--- Dataset records Enclosed Below ---
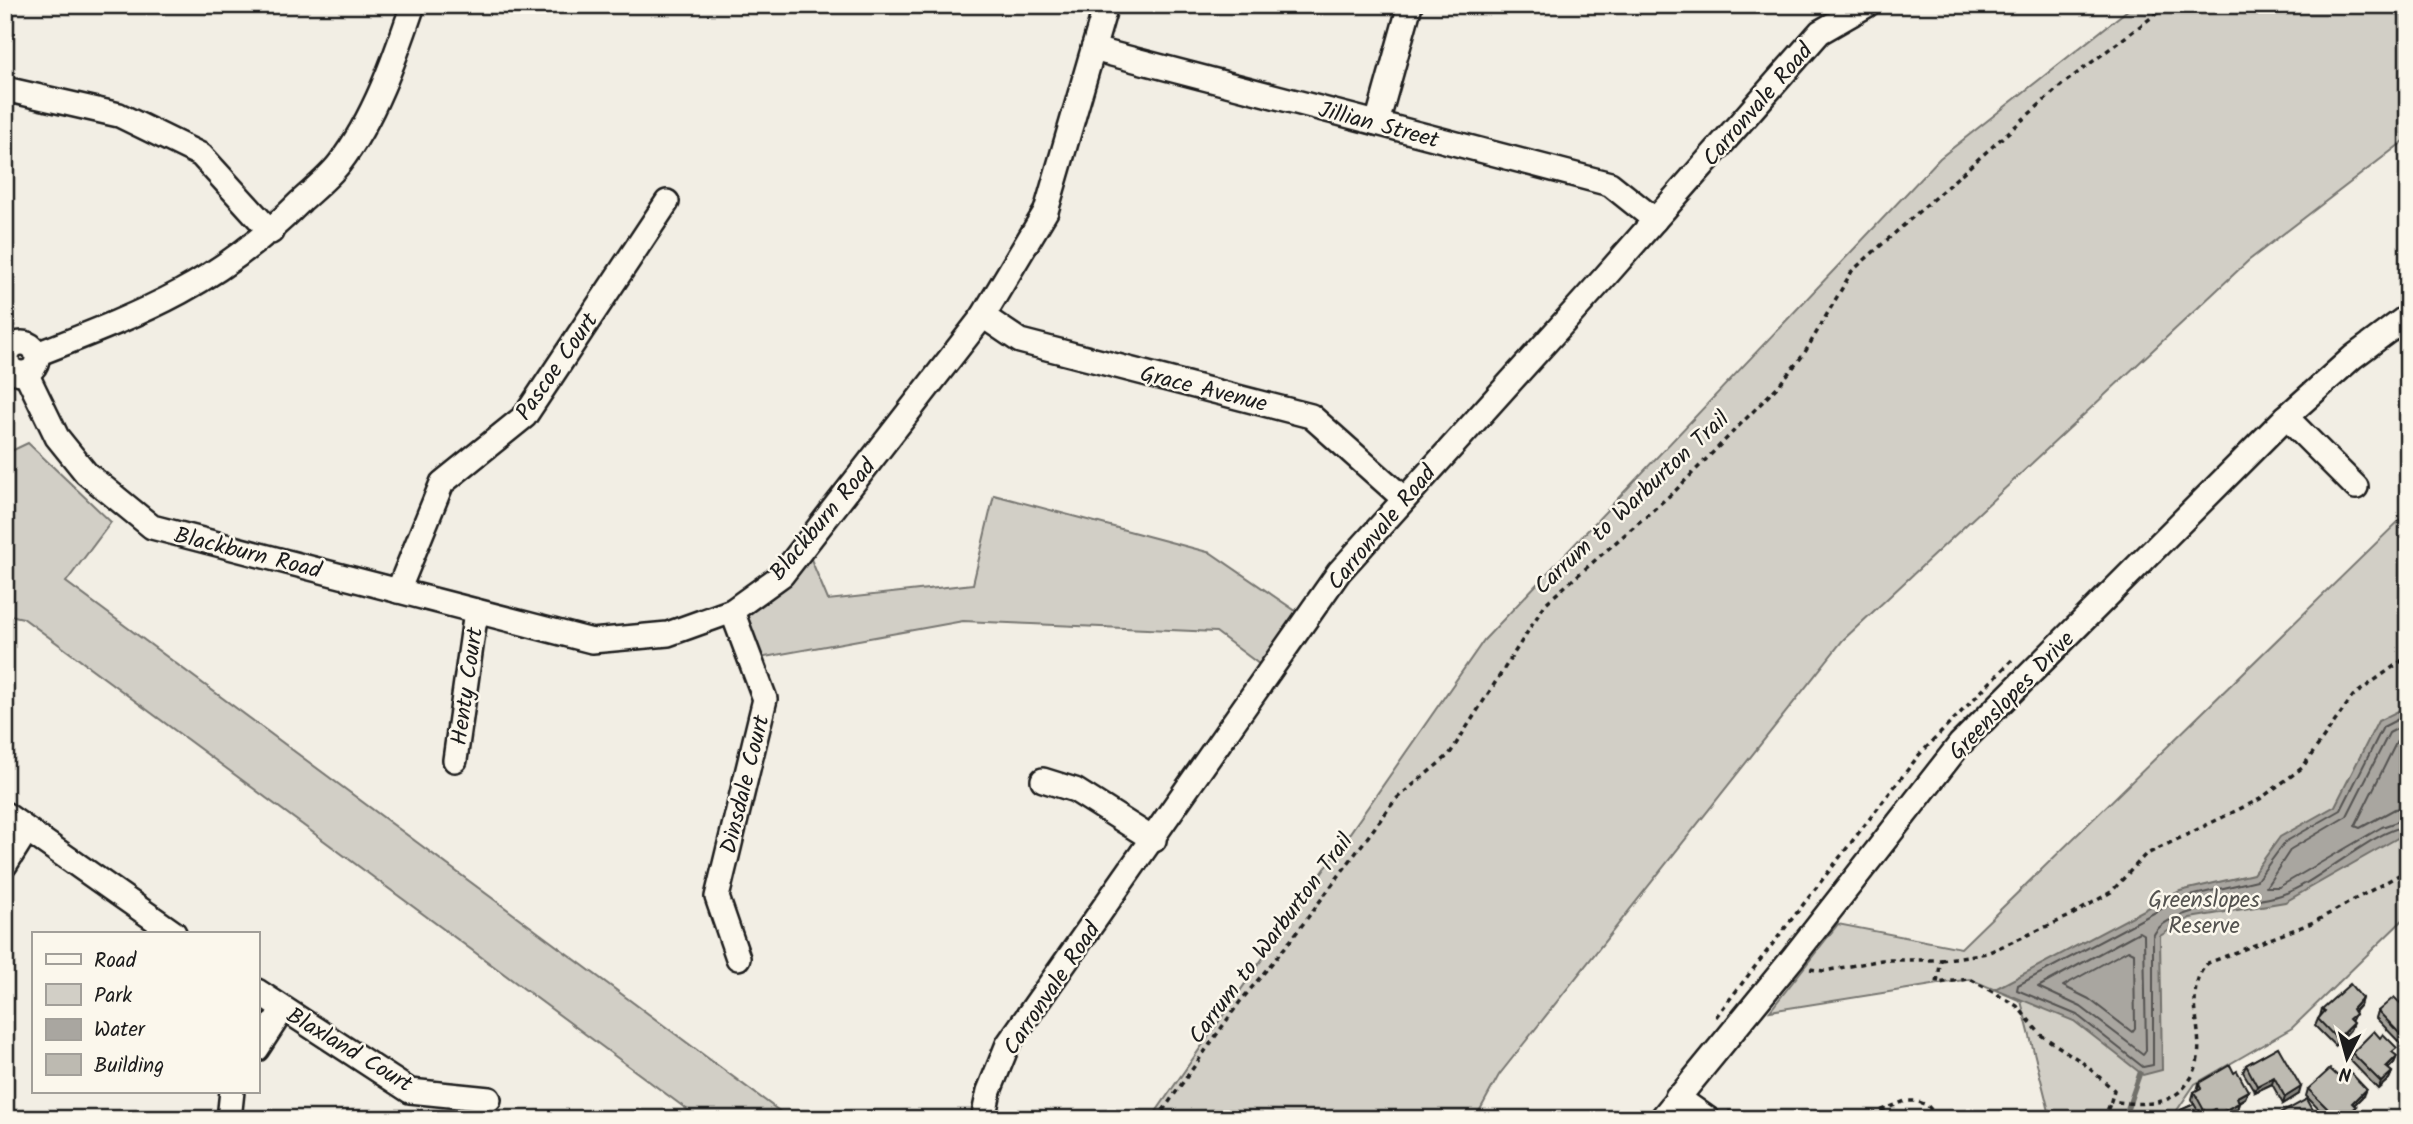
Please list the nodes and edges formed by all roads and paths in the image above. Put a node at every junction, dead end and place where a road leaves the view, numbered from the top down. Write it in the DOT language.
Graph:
graph roads {
  1 [pos="414,5"];
  2 [pos="1106,5"];
  3 [pos="1410,5"];
  4 [pos="1867,5"];
  5 [pos="2168,5"];
  6 [pos="1093,49"];
  7 [pos="5,89"];
  8 [pos="1377,123"];
  9 [pos="667,202"];
  10 [pos="1655,220"];
  11 [pos="271,232"];
  12 [pos="983,316"];
  13 [pos="2408,316"];
  14 [pos="19,363"];
  15 [pos="2286,417"];
  16 [pos="2356,487"];
  17 [pos="1403,498"];
  18 [pos="398,591"];
  19 [pos="476,611"];
  20 [pos="732,611"];
  21 [pos="2408,656"];
  22 [pos="455,760"];
  23 [pos="1043,780"];
  24 [pos="5,814"];
  25 [pos="27,830"];
  26 [pos="1154,840"];
  27 [pos="5,866"];
  28 [pos="2408,870"];
  29 [pos="173,932"];
  30 [pos="738,958"];
  31 [pos="1792,959"];
  32 [pos="1941,960"];
  33 [pos="259,992"];
  34 [pos="283,1009"];
  35 [pos="259,1046"];
  36 [pos="232,1092"];
  37 [pos="1677,1097"];
  38 [pos="489,1099"];
  39 [pos="2110,1101"];
  40 [pos="1717,1114"];
  41 [pos="2408,1114"];
  42 [pos="229,1119"];
  43 [pos="983,1119"];
  44 [pos="1157,1119"];
  45 [pos="1661,1119"];
  46 [pos="1745,1119"];
  47 [pos="1782,1119"];
  48 [pos="1939,1119"];
  49 [pos="2104,1119"];
  50 [pos="2402,1119"];
  1 -- 11 [label="street"];
  2 -- 6 [label="street, Blackburn Road"];
  3 -- 8 [label="street"];
  4 -- 10 [label="street, Carronvale Road"];
  5 -- 44 [label="path, Carrum to Warburton Trail"];
  6 -- 8 [label="street, Jillian Street"];
  6 -- 12 [label="street, Blackburn Road"];
  7 -- 11 [label="street"];
  8 -- 10 [label="street, Jillian Street"];
  9 -- 18 [label="street, Pascoe Court"];
  10 -- 17 [label="street, Carronvale Road"];
  11 -- 14 [label="street"];
  12 -- 17 [label="street, Grace Avenue"];
  12 -- 20 [label="street, Blackburn Road"];
  13 -- 15 [label="street, Greenslopes Drive"];
  14 -- 18 [label="street, Blackburn Road"];
  15 -- 16 [label="street"];
  15 -- 31 [label="street, Greenslopes Drive"];
  17 -- 26 [label="street, Carronvale Road"];
  18 -- 19 [label="street, Blackburn Road"];
  19 -- 20 [label="street, Blackburn Road"];
  19 -- 22 [label="street, Henty Court"];
  20 -- 30 [label="street, Dinsdale Court"];
  21 -- 32 [label="path"];
  23 -- 26 [label="street"];
  24 -- 25 [label="street"];
  25 -- 27 [label="street"];
  25 -- 29 [label="street"];
  26 -- 43 [label="street, Carronvale Road"];
  28 -- 39 [label="path"];
  31 -- 32 [label="path"];
  31 -- 37 [label="street, Greenslopes Drive"];
  32 -- 39 [label="path"];
  33 -- 34 [label="street, Blaxland Court"];
  34 -- 35 [label="street"];
  34 -- 38 [label="street, Blaxland Court"];
  36 -- 42 [label="street"];
  37 -- 40 [label="street"];
  37 -- 45 [label="street, Greenslopes Drive"];
  39 -- 49 [label="path"];
  40 -- 46 [label="path"];
  41 -- 50 [label="path"];
  47 -- 48 [label="path"];
}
--- End of Enclosed Dataset records ---
• What the exercise asks: What's needed is an exact retyping of the records, pictures excluded.

• Response:
Please list the nodes and edges formed by all roads and paths in the image above. Put a node at every junction, dead end and place where a road leaves the view, numbered from the top down. Write it in the DOT language.
Graph:
graph roads {
  1 [pos="414,5"];
  2 [pos="1106,5"];
  3 [pos="1410,5"];
  4 [pos="1867,5"];
  5 [pos="2168,5"];
  6 [pos="1093,49"];
  7 [pos="5,89"];
  8 [pos="1377,123"];
  9 [pos="667,202"];
  10 [pos="1655,220"];
  11 [pos="271,232"];
  12 [pos="983,316"];
  13 [pos="2408,316"];
  14 [pos="19,363"];
  15 [pos="2286,417"];
  16 [pos="2356,487"];
  17 [pos="1403,498"];
  18 [pos="398,591"];
  19 [pos="476,611"];
  20 [pos="732,611"];
  21 [pos="2408,656"];
  22 [pos="455,760"];
  23 [pos="1043,780"];
  24 [pos="5,814"];
  25 [pos="27,830"];
  26 [pos="1154,840"];
  27 [pos="5,866"];
  28 [pos="2408,870"];
  29 [pos="173,932"];
  30 [pos="738,958"];
  31 [pos="1792,959"];
  32 [pos="1941,960"];
  33 [pos="259,992"];
  34 [pos="283,1009"];
  35 [pos="259,1046"];
  36 [pos="232,1092"];
  37 [pos="1677,1097"];
  38 [pos="489,1099"];
  39 [pos="2110,1101"];
  40 [pos="1717,1114"];
  41 [pos="2408,1114"];
  42 [pos="229,1119"];
  43 [pos="983,1119"];
  44 [pos="1157,1119"];
  45 [pos="1661,1119"];
  46 [pos="1745,1119"];
  47 [pos="1782,1119"];
  48 [pos="1939,1119"];
  49 [pos="2104,1119"];
  50 [pos="2402,1119"];
  1 -- 11 [label="street"];
  2 -- 6 [label="street, Blackburn Road"];
  3 -- 8 [label="street"];
  4 -- 10 [label="street, Carronvale Road"];
  5 -- 44 [label="path, Carrum to Warburton Trail"];
  6 -- 8 [label="street, Jillian Street"];
  6 -- 12 [label="street, Blackburn Road"];
  7 -- 11 [label="street"];
  8 -- 10 [label="street, Jillian Street"];
  9 -- 18 [label="street, Pascoe Court"];
  10 -- 17 [label="street, Carronvale Road"];
  11 -- 14 [label="street"];
  12 -- 17 [label="street, Grace Avenue"];
  12 -- 20 [label="street, Blackburn Road"];
  13 -- 15 [label="street, Greenslopes Drive"];
  14 -- 18 [label="street, Blackburn Road"];
  15 -- 16 [label="street"];
  15 -- 31 [label="street, Greenslopes Drive"];
  17 -- 26 [label="street, Carronvale Road"];
  18 -- 19 [label="street, Blackburn Road"];
  19 -- 20 [label="street, Blackburn Road"];
  19 -- 22 [label="street, Henty Court"];
  20 -- 30 [label="street, Dinsdale Court"];
  21 -- 32 [label="path"];
  23 -- 26 [label="street"];
  24 -- 25 [label="street"];
  25 -- 27 [label="street"];
  25 -- 29 [label="street"];
  26 -- 43 [label="street, Carronvale Road"];
  28 -- 39 [label="path"];
  31 -- 32 [label="path"];
  31 -- 37 [label="street, Greenslopes Drive"];
  32 -- 39 [label="path"];
  33 -- 34 [label="street, Blaxland Court"];
  34 -- 35 [label="street"];
  34 -- 38 [label="street, Blaxland Court"];
  36 -- 42 [label="street"];
  37 -- 40 [label="street"];
  37 -- 45 [label="street, Greenslopes Drive"];
  39 -- 49 [label="path"];
  40 -- 46 [label="path"];
  41 -- 50 [label="path"];
  47 -- 48 [label="path"];
}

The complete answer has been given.